Stamping Out Corruption
Many of Certicamara’s customers immediately saw the benefit of securely verifying electronic records with auditable time stamps. For instance, Colombia’s Ministry of Transportation, a longtime Certicamara customer, added secure time stamping to its online vehicle registration process, and the Ministry of Finance opted to include secure time stamps on the online transactions it facilitates for Colombian financial institutions.
Time stamping is also enabling new processes. The government of Colombia is currently implementing a purchasing process that will use time stamps to help prevent corruption. Government contractors will need to submit bids to supply goods and services through the Certicamara system. The Thales Time Stamp Server will digitally sign each bid, making it impossible to bribe anyone to look at competing bids early or to fraudulently submit a bid after the official deadline.

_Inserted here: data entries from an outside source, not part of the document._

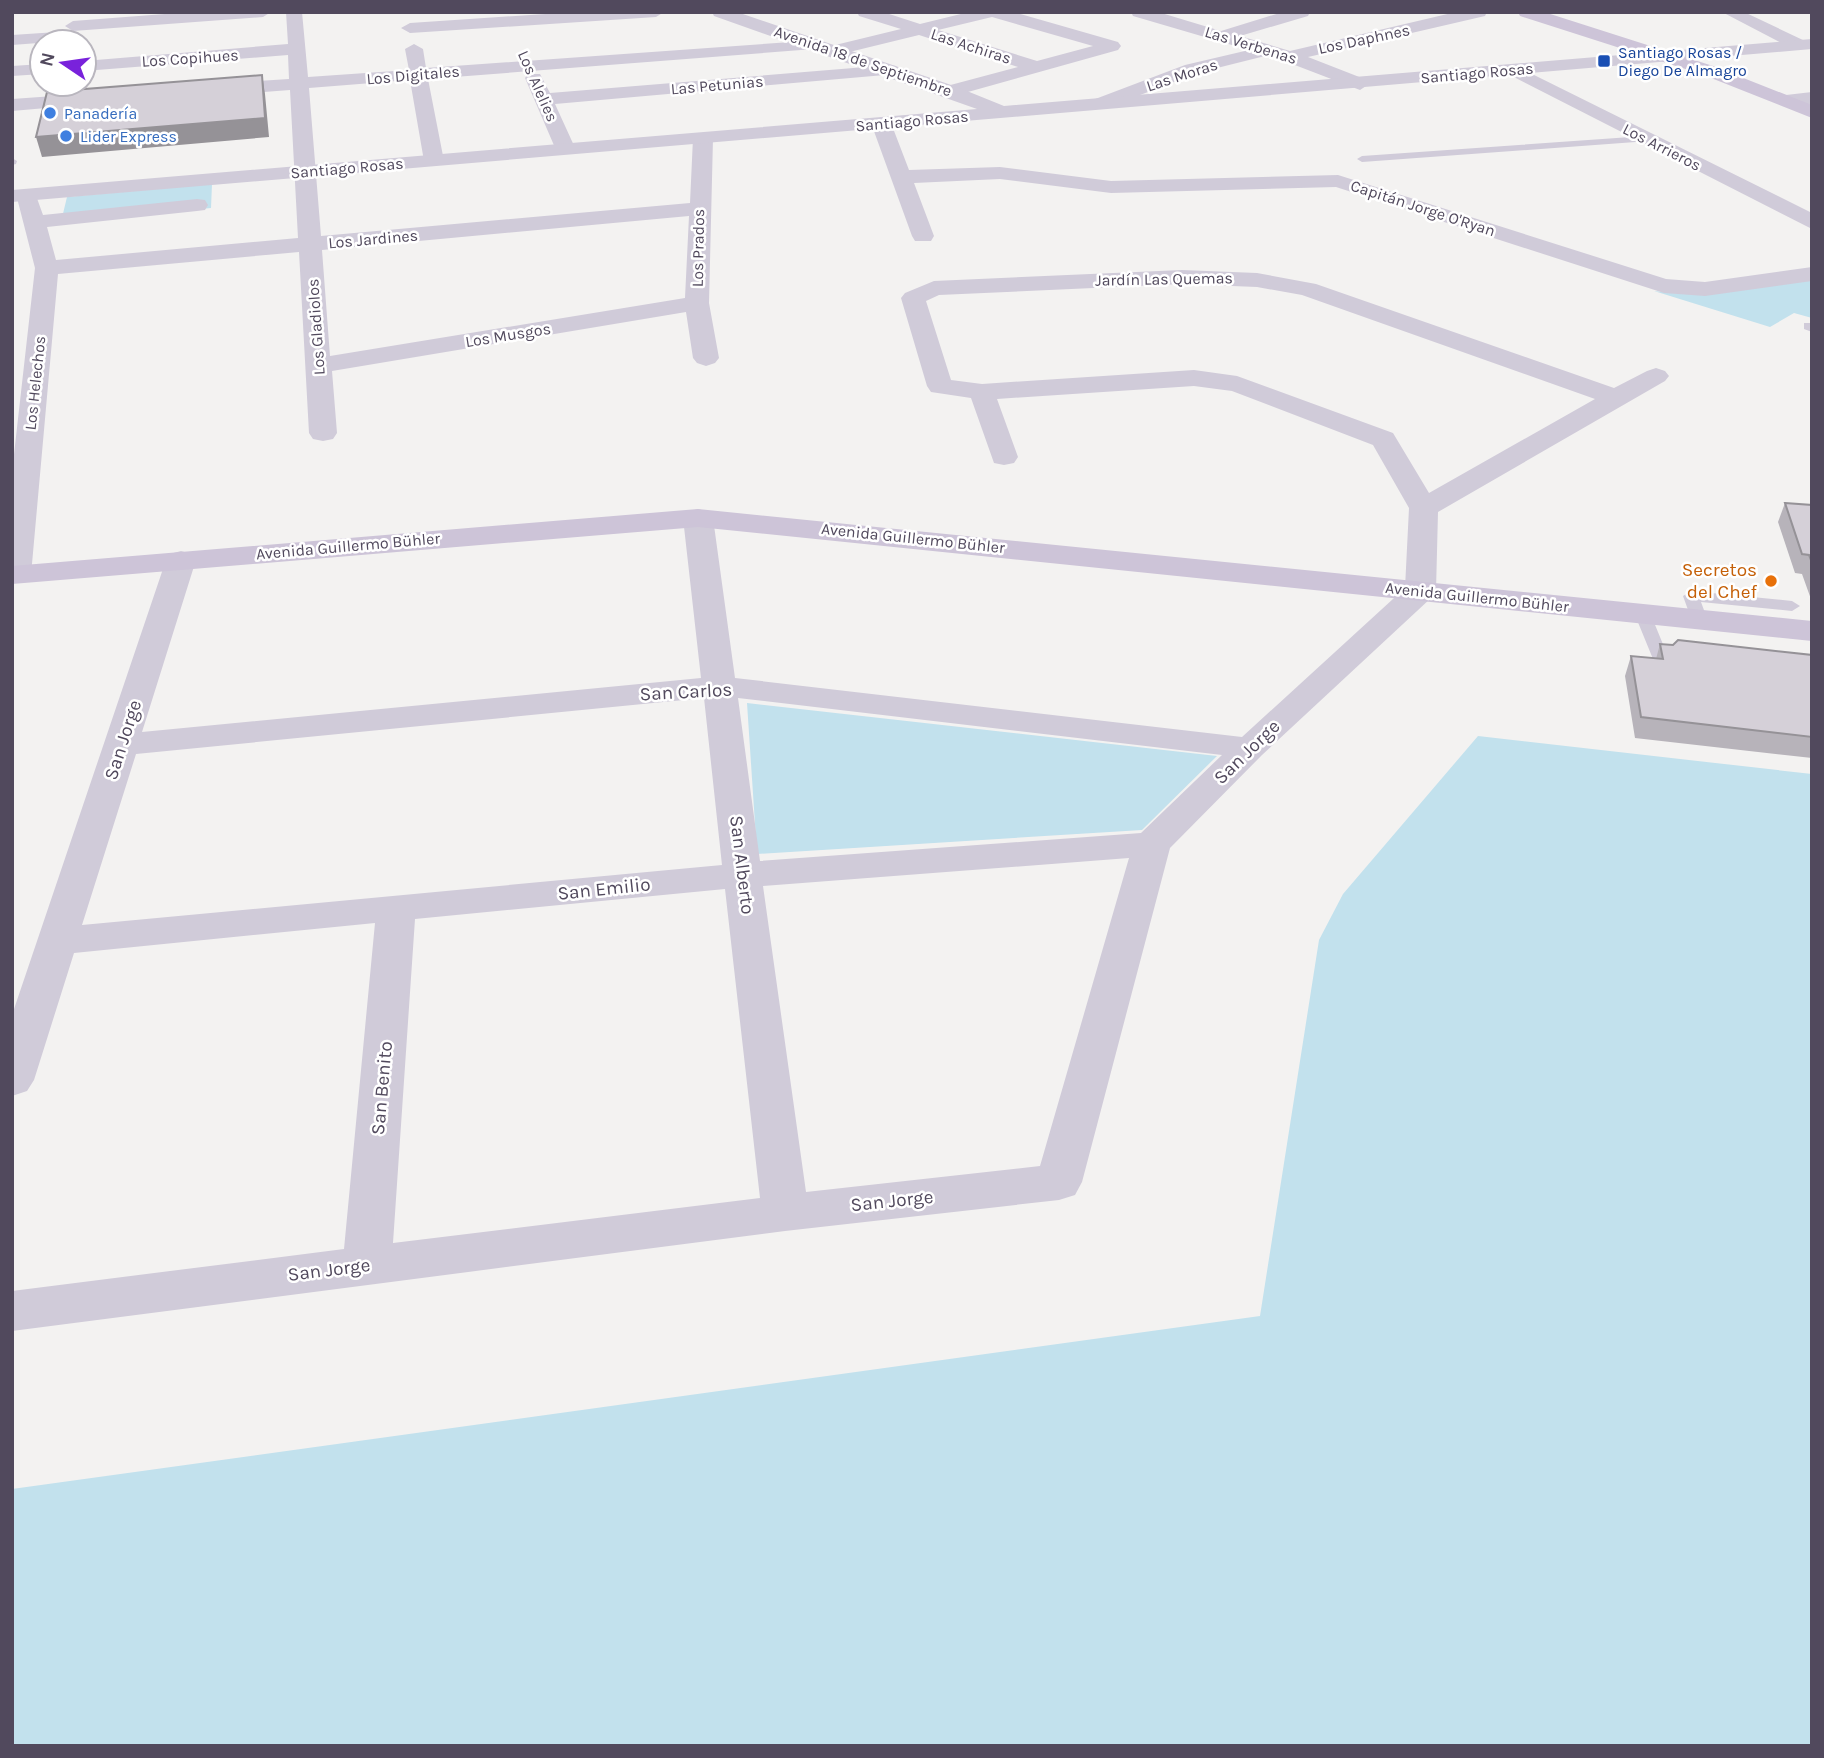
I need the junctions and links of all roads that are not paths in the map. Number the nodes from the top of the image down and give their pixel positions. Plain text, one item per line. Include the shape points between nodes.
1 (263, 12) edge
2 (294, 12) edge
3 (656, 12) edge
4 (720, 12) edge
5 (865, 12) edge
6 (992, 12) edge
7 (1303, 12) edge
8 (1479, 12) edge
9 (1526, 12) edge
10 (1567, 12) edge
11 (1730, 12) edge
12 (1142, 13) edge
13 (193, 15) edge
14 (1377, 19) dead end
15 (409, 20) edge
16 (510, 22) junction
17 (82, 28) edge
18 (920, 30) junction
19 (1410, 30) junction
20 (1224, 35) junction
21 (1445, 40) dead end
22 (814, 44) junction
23 (1805, 45) edge
24 (297, 50) junction
25 (1269, 50) junction
26 (833, 51) junction
27 (1703, 54) junction
28 (1290, 56) junction
29 (1669, 57) junction
30 (184, 58) junction
31 (98, 65) edge
32 (529, 65) junction
33 (1037, 67) junction
34 (1191, 69) junction
35 (1514, 70) junction
36 (890, 71) junction
37 (418, 74) junction
38 (299, 84) junction
39 (1360, 84) junction
40 (950, 91) junction
41 (188, 92) edge
42 (1257, 92) junction
43 (98, 95) edge
44 (1812, 96) edge
45 (119, 97) edge
46 (41, 98) edge
47 (544, 99) junction
48 (1786, 101) junction
49 (12, 105) edge
50 (1097, 106) junction
51 (1812, 112) edge
52 (1005, 113) junction
53 (881, 123) junction
54 (703, 138) junction
55 (1645, 138) junction
56 (566, 150) junction
57 (1362, 159) dead end
58 (434, 161) junction
59 (305, 171) junction
60 (901, 177) junction
61 (20, 195) edge
62 (197, 205) dead end
63 (698, 209) junction
64 (35, 222) junction
65 (1812, 222) edge
66 (923, 236) dead end
67 (310, 245) junction
68 (47, 268) junction
69 (1812, 274) edge
70 (697, 303) junction
71 (706, 358) dead end
72 (318, 366) junction
73 (1656, 376) dead end
74 (982, 391) junction
75 (1616, 397) junction
76 (323, 433) dead end
77 (1004, 457) dead end
78 (1424, 508) junction
79 (698, 518) junction
80 (181, 560) junction
81 (14, 575) edge
82 (1420, 591) junction
83 (1792, 606) dead end
84 (1643, 615) junction
85 (1700, 621) junction
86 (1812, 631) edge
87 (1661, 659) edge
88 (720, 686) junction
89 (121, 745) junction
90 (1251, 748) junction
91 (1152, 844) junction
92 (743, 875) junction
93 (396, 910) junction
94 (57, 941) junction
95 (12, 1080) edge
96 (785, 1213) junction
97 (367, 1265) junction
98 (12, 1311) edge

1 - 13 street
2 - 24 street, Los Gladiolos
3 - 16 street
4 - 22 street, Avenida 18 de Septiembre
5 - 18 street, Las Achiras
6 - 18 street
6 - 33 street via 1112,46
7 - 20 street
8 - 19 street, Los Daphnes
9 - 29 main road
10 - 27 main road
11 - 23 street
12 - 20 street, Las Verbenas
13 - 17 street
13 - 30 street
14 - 19 street
15 - 16 street
15 - 37 street
16 - 32 street, Los Alelies
18 - 26 street
18 - 33 street, Las Achiras
19 - 21 street
19 - 28 street, Los Daphnes
20 - 25 street, Las Verbenas
22 - 26 street, Avenida 18 de Septiembre
22 - 32 street, Los Digitales
23 - 27 street, Santiago Rosas
24 - 30 street, Los Copihues
24 - 38 street, Los Gladiolos
25 - 28 street, Las Verbenas
25 - 34 street, Las Moras
26 - 36 street, Avenida 18 de Septiembre
27 - 29 street, Santiago Rosas
27 - 44 main road
28 - 39 street, Las Verbenas
29 - 35 street, Santiago Rosas
29 - 48 main road
30 - 31 street, Los Copihues
32 - 37 street, Los Digitales
32 - 47 street, Los Alelies
33 - 40 street
34 - 42 street
34 - 50 street, Las Moras
35 - 39 street, Santiago Rosas
35 - 55 street, Los Arrieros
36 - 40 street, Avenida 18 de Septiembre
36 - 47 street, Las Petunias
37 - 38 street, Los Digitales
37 - 58 street
38 - 41 street, Los Digitales
38 - 59 street, Los Gladiolos
39 - 42 street, Santiago Rosas
40 - 52 street, Avenida 18 de Septiembre
42 - 50 street, Santiago Rosas
43 - 45 street
44 - 48 street
46 - 49 street
47 - 56 street, Los Alelies
48 - 51 main road
50 - 52 street, Santiago Rosas
52 - 53 street, Santiago Rosas
53 - 54 street, Santiago Rosas
53 - 60 street
54 - 56 street, Santiago Rosas
54 - 63 street, Los Prados
55 - 57 lane
55 - 65 street, Los Arrieros
56 - 58 street, Santiago Rosas
58 - 59 street, Santiago Rosas
59 - 61 street, Santiago Rosas
59 - 67 street, Los Gladiolos
60 - 66 street
60 - 69 street, Capitán Jorge O'Ryan via 1000,173 1111,187 1339,181 1664,286 1705,289
61 - 64 street, Los Helechos
62 - 64 street
63 - 67 street, Los Jardines
63 - 70 street, Los Prados
64 - 68 street, Los Helechos
67 - 68 street, Los Jardines
67 - 72 street, Los Gladiolos
68 - 81 street, Los Helechos
70 - 71 street, Los Prados
70 - 72 street, Los Musgos
72 - 76 street, Los Gladiolos
73 - 75 street
74 - 75 street, Jardín Las Quemas via 940,386 913,298 934,288 1208,275 1308,289
74 - 77 street
74 - 78 street, Jardín Las Quemas via 1194,378 1244,386 1383,439
75 - 78 street
78 - 82 street
79 - 80 main road, Avenida Guillermo Bühler
79 - 82 main road, Avenida Guillermo Bühler
79 - 88 street, San Alberto
80 - 81 main road, Avenida Guillermo Bühler
80 - 89 street, San Jorge
82 - 84 main road, Avenida Guillermo Bühler
82 - 90 street, San Jorge
83 - 85 lane via 1691,596
84 - 85 main road, Avenida Guillermo Bühler
84 - 87 lane
85 - 86 main road, Avenida Guillermo Bühler
88 - 89 street, San Carlos
88 - 90 street, San Carlos
88 - 92 street, San Alberto
89 - 94 street, San Jorge
90 - 91 street, San Jorge
91 - 92 street, San Emilio
91 - 96 street, San Jorge via 1059,1182
92 - 93 street, San Emilio
92 - 96 street, San Alberto
93 - 94 street, San Emilio
93 - 97 street, San Benito
94 - 95 street, San Jorge
96 - 97 street, San Jorge
97 - 98 street, San Jorge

“The Thales Time Stamp Server will sign bids with a digital certificate showing the exact time they are submitted,” explains Maldonado. “No one will be able to manipulate the bidding rules. It’s a simple way to protect against corruption while enabling more efficient electronic processes.”
Based in Bogotá, Colombia, Certicamara enables government and business customers to secure their transactions, communications, and applications with digital certificates. More than 10,000 subscribers and 200 websites in Colombia rely on Certicamara to help protect their business processes.
More Services, More Security
With its Thales-powered time stamping services, Certicamara believes that it is better positioned to fulfill the need for accurate, auditable electronic records in Colombia. “Time stamping is a simple way to verify many legally important aspects of electronic processes,” says Chacon. “It allows our customers to confidently move away from inefficient paper-based ways of doing business even for processes that must be auditable and verifiable. In fact, we believe that digital signatures and time stamps are actually more secure than paper and physical signatures. Handwriting can be forged, but the Thales Time Stamp Server protects our signing process from forgery, manipulation, and tampering.”